Narrowing Fiscal Deficits
"Our updated fiscal projections are broadly in line with the government's new medium-term fiscal forecasts. We now project this year's deficit at 4.0% of GDP, subsequently falling to 3.5% by 2025 and to 3.0% by 2026. Our forecasts factor in the higher nominal GDP base and lower energy prices (putting the total cost of energy subsidies at around 0.8% of GDP for 2024) and include the recently announced income tax reduction for the middle class."

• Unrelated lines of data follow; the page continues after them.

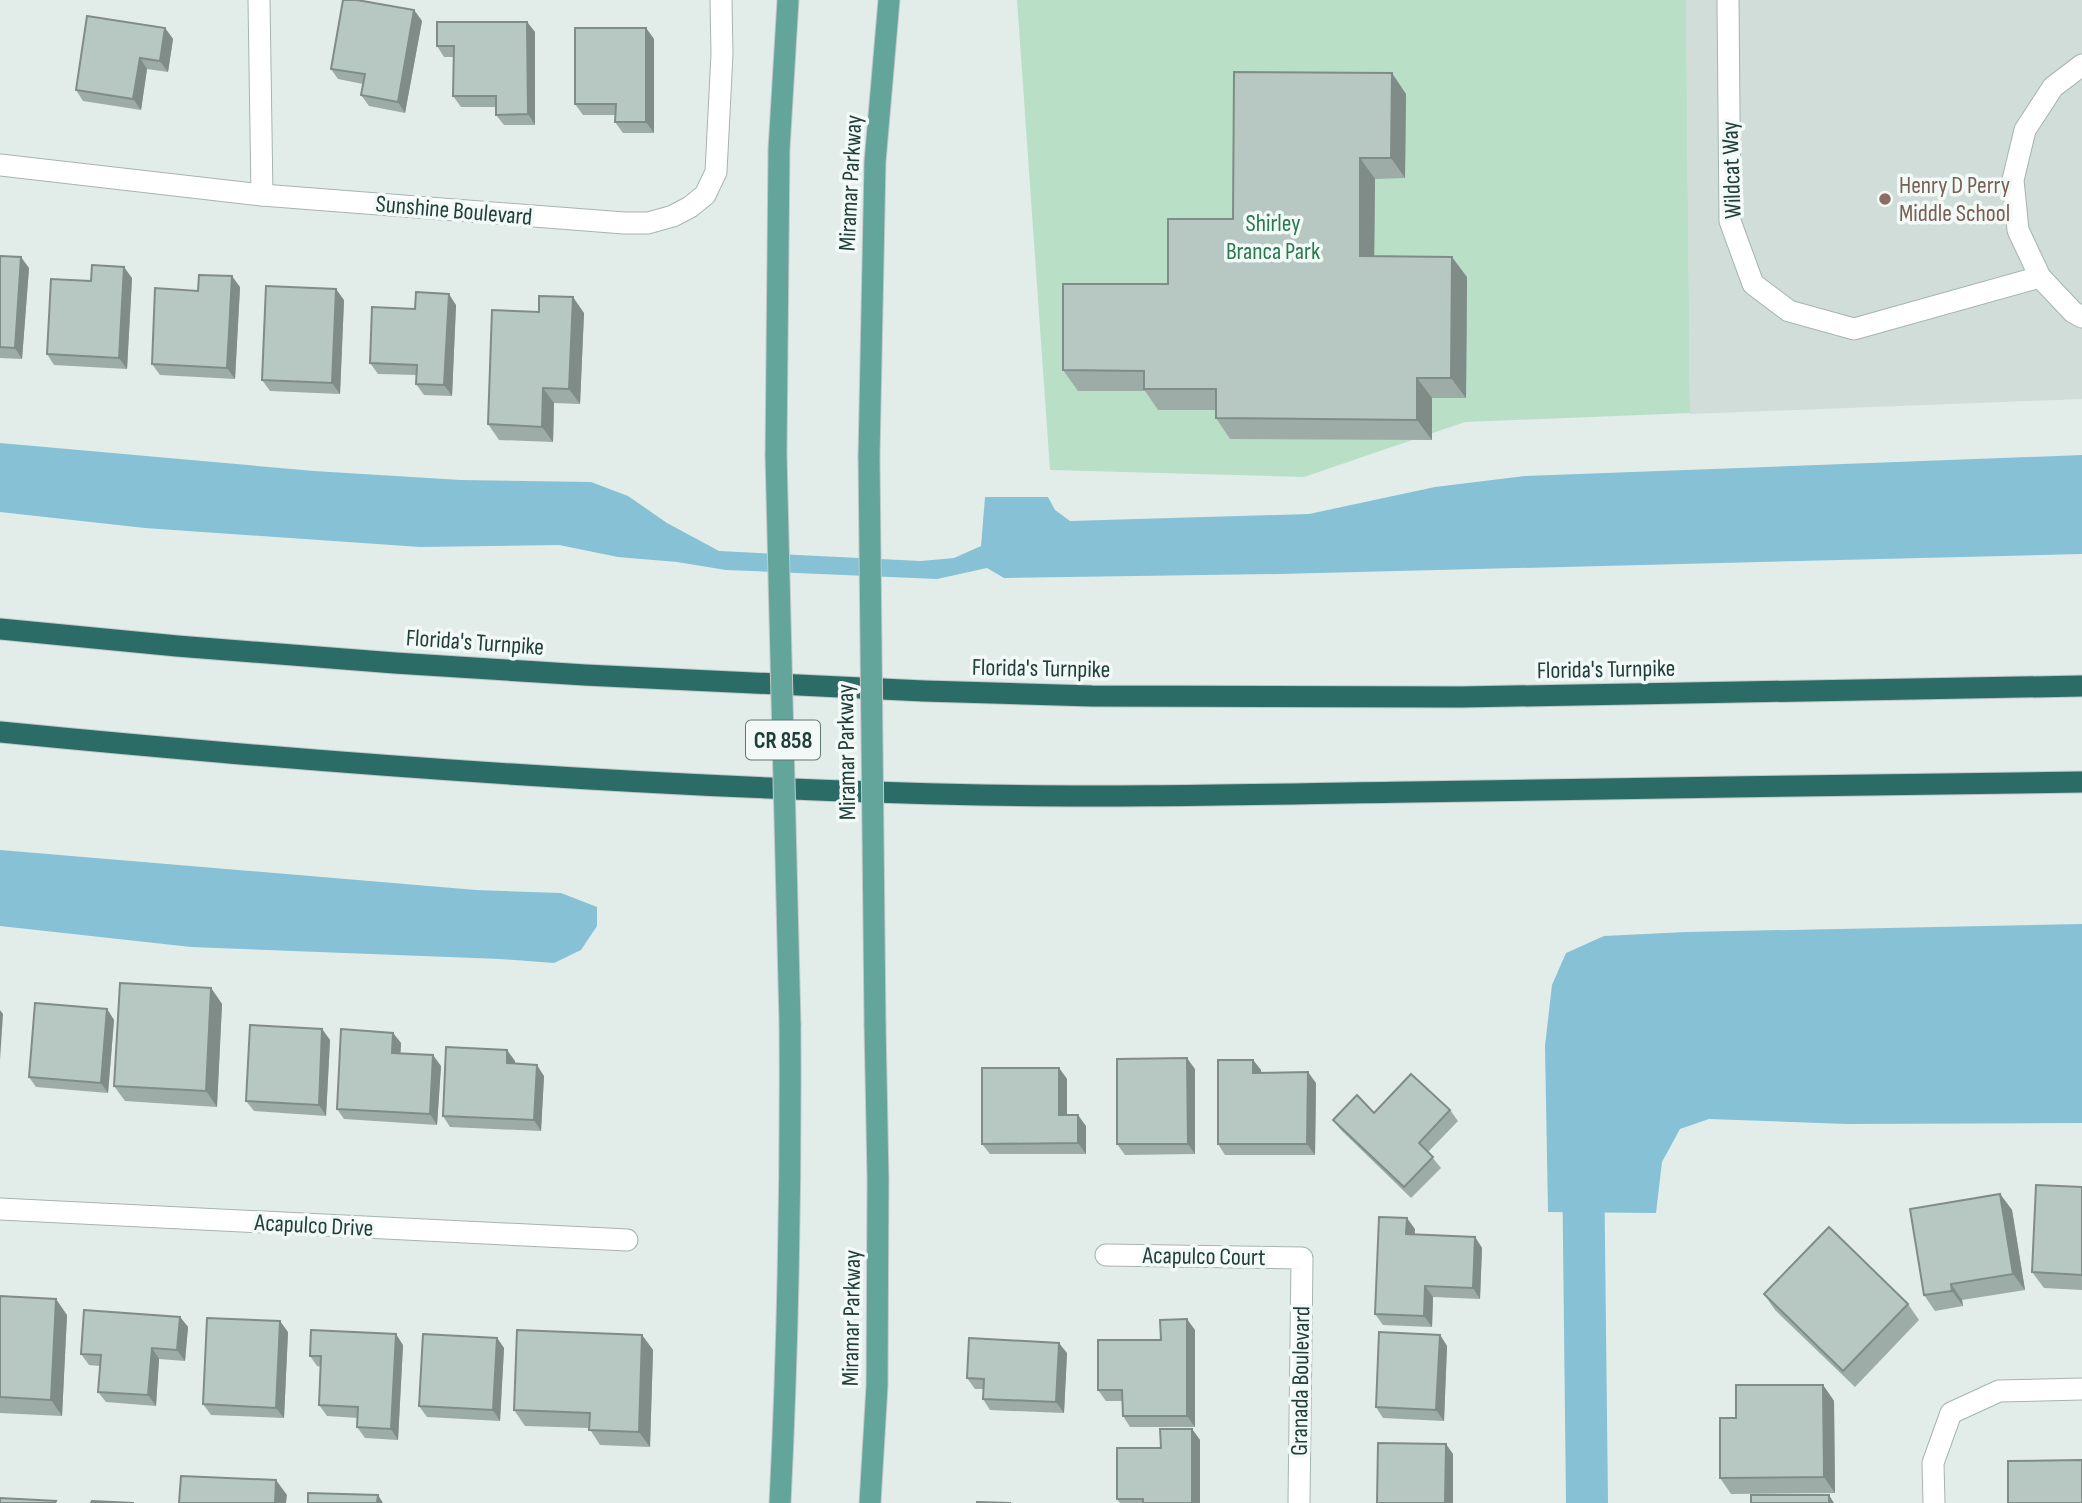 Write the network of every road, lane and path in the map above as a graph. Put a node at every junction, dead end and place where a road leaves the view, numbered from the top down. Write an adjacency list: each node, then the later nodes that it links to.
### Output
1 (260, 0): 8 (street)
2 (721, 0): 8 (street, Sunshine Boulevard)
3 (788, 0): 20 (main road, CR 858, bridge)
4 (889, 0): 21 (main road, Miramar Parkway, bridge)
5 (1728, 0): 9 (street, Wildcat Way)
6 (2082, 65): 9 (street)
7 (0, 165): 8 (street, Sunshine Boulevard)
8 (262, 195)
9 (2040, 276): 10 (street)
10 (2082, 317)
11 (0, 629): 12 (highway, Florida's Turnpike)
12 (2082, 686)
13 (0, 732): 14 (highway)
14 (2082, 782)
15 (0, 1209): 16 (street, Acapulco Drive)
16 (627, 1240)
17 (1106, 1255): 18 (street, Acapulco Court)
18 (1302, 1258): 22 (street, Granada Boulevard)
19 (2082, 1389): 23 (street)
20 (780, 1503)
21 (870, 1503)
22 (1299, 1503)
23 (1934, 1503) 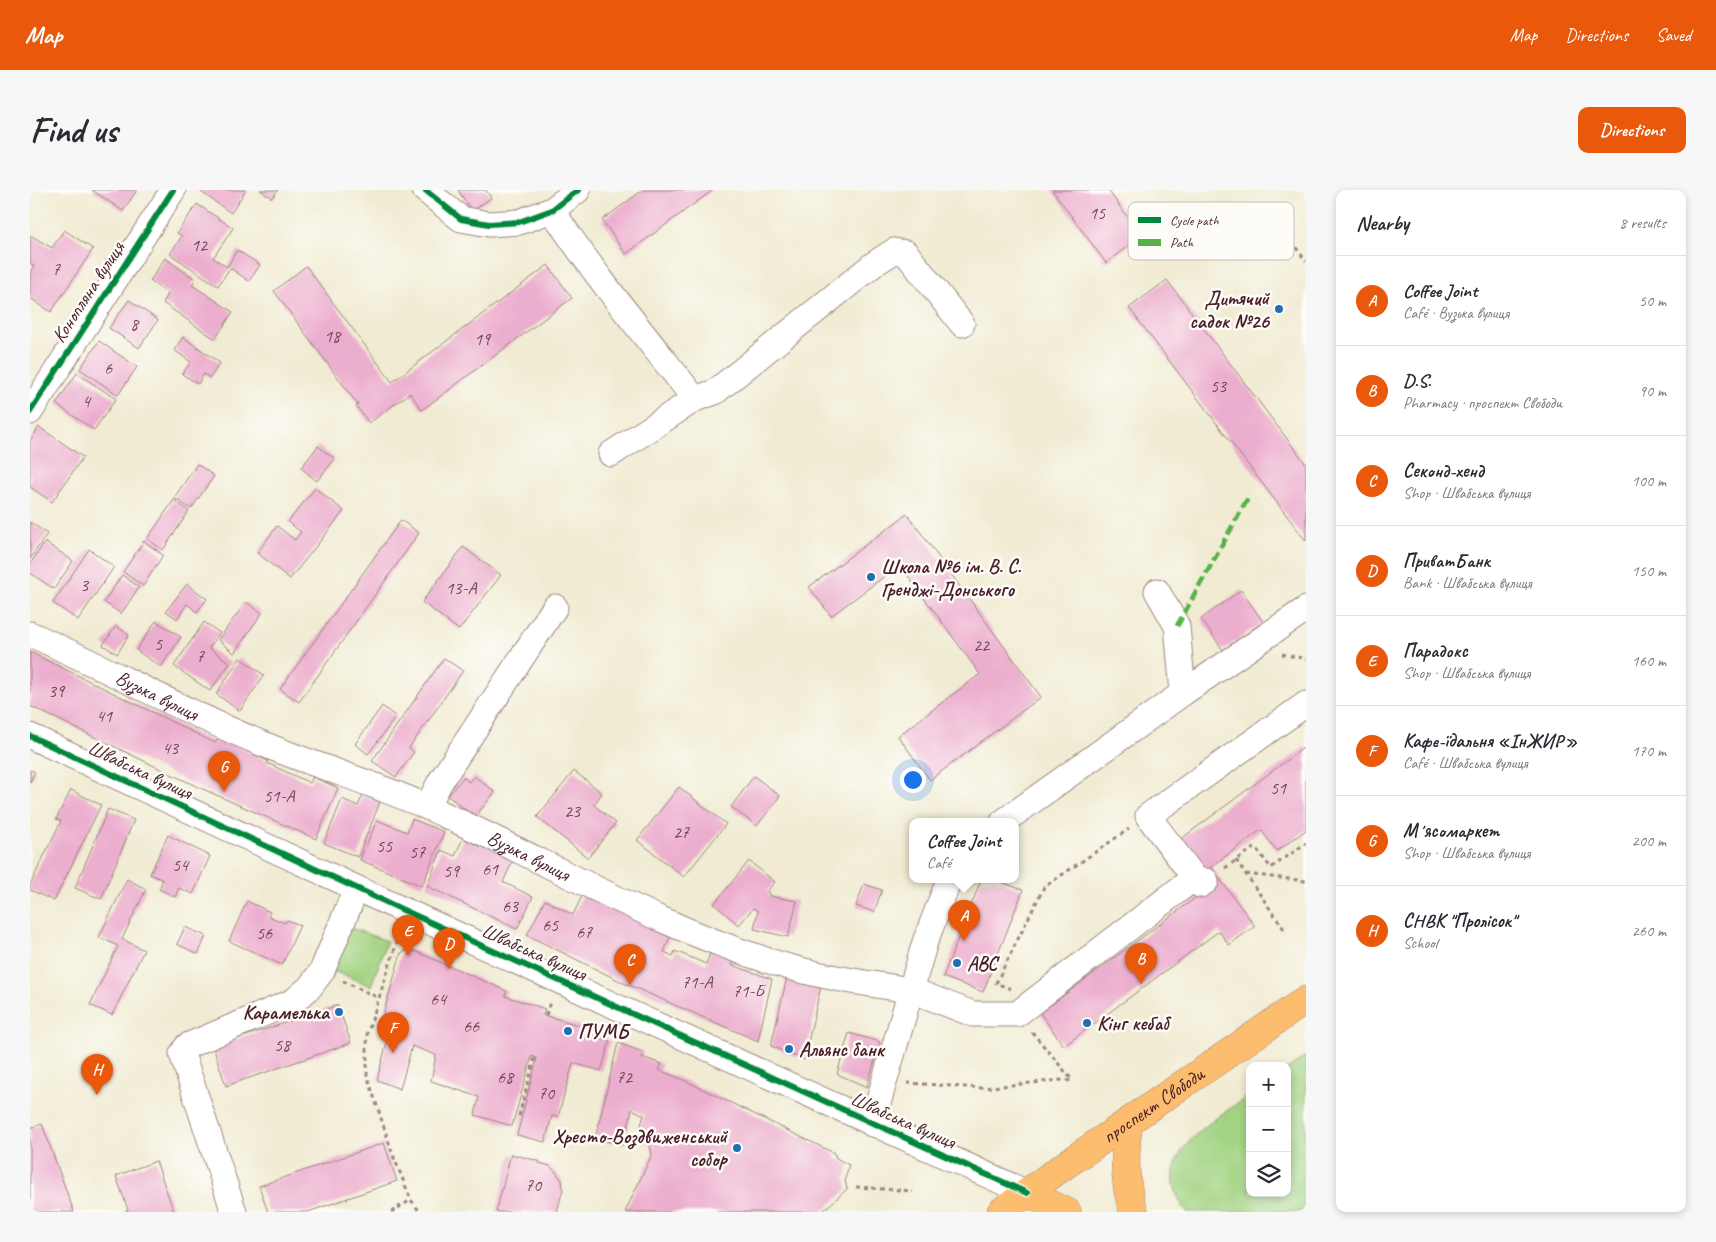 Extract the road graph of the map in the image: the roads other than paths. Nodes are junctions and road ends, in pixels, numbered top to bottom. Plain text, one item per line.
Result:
1 (173, 190) edge
2 (425, 190) edge
3 (578, 190) edge
4 (552, 210) junction
5 (962, 324) dead end
6 (695, 398) junction
7 (30, 412) edge
8 (611, 454) dead end
9 (1157, 591) dead end
10 (555, 607) dead end
11 (1306, 609) edge
12 (30, 634) edge
13 (1183, 693) junction
14 (1306, 704) edge
15 (30, 736) edge
16 (427, 807) junction
17 (1009, 818) edge
18 (949, 883) edge
19 (356, 889) junction
20 (911, 990) junction
21 (1306, 1000) edge
22 (1128, 1123) junction
23 (872, 1124) junction
24 (1028, 1193) junction
25 (234, 1212) edge
26 (1001, 1212) edge
27 (1067, 1212) edge
28 (1134, 1212) edge

1 - 7 street, Конопляна вулиця
2 - 4 street
3 - 4 street
4 - 6 street
5 - 6 street
6 - 8 street
9 - 13 street
10 - 16 street
11 - 13 street
12 - 16 street, Вузька вулиця
13 - 17 street
14 - 20 street, Вузька вулиця
15 - 19 street, Швабська вулиця
16 - 20 street, Вузька вулиця
18 - 20 street
19 - 23 street, Швабська вулиця
19 - 25 street
20 - 23 street
21 - 22 main road, проспект Свободи
22 - 24 main road, проспект Свободи
22 - 28 main road
23 - 24 street, Швабська вулиця
24 - 26 main road, проспект Свободи
24 - 27 main road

"The government lacks a clear exit strategy from the fixed-price policy, creating fiscal risks around the future cost of energy subsidies as these are closely tied to the development of international energy prices. The European Commission has opened excessive deficit procedures against Malta, based on the 2023 fiscal deficit of 4.6% of GDP. The government appears committed to keeping debt below 60% of GDP and aims to bring back the deficit to 3% over the next two years."
Fiscal Uncertainties
"Uncertainties around the EU's Minimum Tax Directive are another, more medium-term, risk for public finances as Malta has opted for a six-year transition period. Corporate tax revenues are an important source of income for the government, mitigating the low share of labour taxes and a sizeable VAT gap, which is one of the largest in the EU. The government is undertaking steps to improve VAT tax collection and has started addressing concerns over tax planning structures as part of its Recovery and Resilience Plan. The European Commission has referred Malta to the European Court of Justice due to concerns over its Citizenship for Direct Investment programme, which the government expected to generate revenues of 0.6% of GDP this year," Fitch said.
Improved Debt Trajectory
"The national accounts revision brought Malta's debt ratio below 50% of GDP to 47.3% of GDP at end 2023. A slowdown in nominal GDP growth and moderate fiscal deficits mean the debt ratio will start rising again, reaching 49.6% of GDP by end-2024, still below the 'A' median of 53.3%. Financing risks are low, despite large deficits, with ample liquidity in the domestic banking sector and a strong domestic investor base (only about 18% of government debt is held by non-residents as of July 2024)."
External Finances
"Malta's external accounts have also been significantly revised. The net external creditor position is now reported at more than 1,300% of GDP for end-2023 (according to IMF data), making Malta one of the largest net external creditors in our sovereign universe. However, external assets are inflated by the activities of multinationals in the financial, maritime and aviation sector that have limited ties to the domestic economy but engage in tax reduction strategies with their associated foreign entities through their Maltese subsidiaries. The net IIP is position is large and we forecast it to exceed 80% of GDP by end-2024, while we expect the current account to post modest surpluses averaging 1.4% of GDP in 2024-2026," Fitch said.
ESG - Governance
"Malta has an ESG Relevance Score (RS) of '5[+]' for both Political Stability and Rights and for the Rule of Law, Institutional and Regulatory Quality and Control of Corruption. These scores reflect the high weight that the World Bank Governance Indicators (WBGI) have in our proprietary Sovereign Rating Model. Malta has a high WBGI ranking at 75.4, reflecting its long track record of stable and peaceful political transitions, well established rights for participation in the political process, strong institutional capacity, effective rule of law and a relatively low level of corruption."